What is wanted is an exact copy of all the entries.

⟨

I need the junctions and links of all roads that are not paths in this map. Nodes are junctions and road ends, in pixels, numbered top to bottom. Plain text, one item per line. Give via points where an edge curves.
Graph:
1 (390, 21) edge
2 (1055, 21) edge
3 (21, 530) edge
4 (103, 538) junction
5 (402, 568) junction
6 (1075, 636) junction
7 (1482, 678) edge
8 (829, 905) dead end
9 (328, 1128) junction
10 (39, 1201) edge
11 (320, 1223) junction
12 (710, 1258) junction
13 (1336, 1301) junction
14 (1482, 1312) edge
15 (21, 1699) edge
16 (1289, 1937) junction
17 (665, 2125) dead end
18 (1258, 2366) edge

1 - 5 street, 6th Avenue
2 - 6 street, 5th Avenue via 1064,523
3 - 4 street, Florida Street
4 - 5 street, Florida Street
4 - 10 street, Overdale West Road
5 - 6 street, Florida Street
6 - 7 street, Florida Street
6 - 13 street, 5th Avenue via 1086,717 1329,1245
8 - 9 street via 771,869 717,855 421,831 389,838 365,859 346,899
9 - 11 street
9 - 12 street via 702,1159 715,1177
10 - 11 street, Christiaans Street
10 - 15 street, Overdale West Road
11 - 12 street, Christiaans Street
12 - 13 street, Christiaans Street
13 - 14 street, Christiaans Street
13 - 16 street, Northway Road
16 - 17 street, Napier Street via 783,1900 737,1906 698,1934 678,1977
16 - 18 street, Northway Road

⟩

■ Solution to the exercise
I need the junctions and links of all roads that are not paths in this map. Nodes are junctions and road ends, in pixels, numbered top to bottom. Plain text, one item per line. Give via points where an edge curves.
Graph:
1 (390, 21) edge
2 (1055, 21) edge
3 (21, 530) edge
4 (103, 538) junction
5 (402, 568) junction
6 (1075, 636) junction
7 (1482, 678) edge
8 (829, 905) dead end
9 (328, 1128) junction
10 (39, 1201) edge
11 (320, 1223) junction
12 (710, 1258) junction
13 (1336, 1301) junction
14 (1482, 1312) edge
15 (21, 1699) edge
16 (1289, 1937) junction
17 (665, 2125) dead end
18 (1258, 2366) edge

1 - 5 street, 6th Avenue
2 - 6 street, 5th Avenue via 1064,523
3 - 4 street, Florida Street
4 - 5 street, Florida Street
4 - 10 street, Overdale West Road
5 - 6 street, Florida Street
6 - 7 street, Florida Street
6 - 13 street, 5th Avenue via 1086,717 1329,1245
8 - 9 street via 771,869 717,855 421,831 389,838 365,859 346,899
9 - 11 street
9 - 12 street via 702,1159 715,1177
10 - 11 street, Christiaans Street
10 - 15 street, Overdale West Road
11 - 12 street, Christiaans Street
12 - 13 street, Christiaans Street
13 - 14 street, Christiaans Street
13 - 16 street, Northway Road
16 - 17 street, Napier Street via 783,1900 737,1906 698,1934 678,1977
16 - 18 street, Northway Road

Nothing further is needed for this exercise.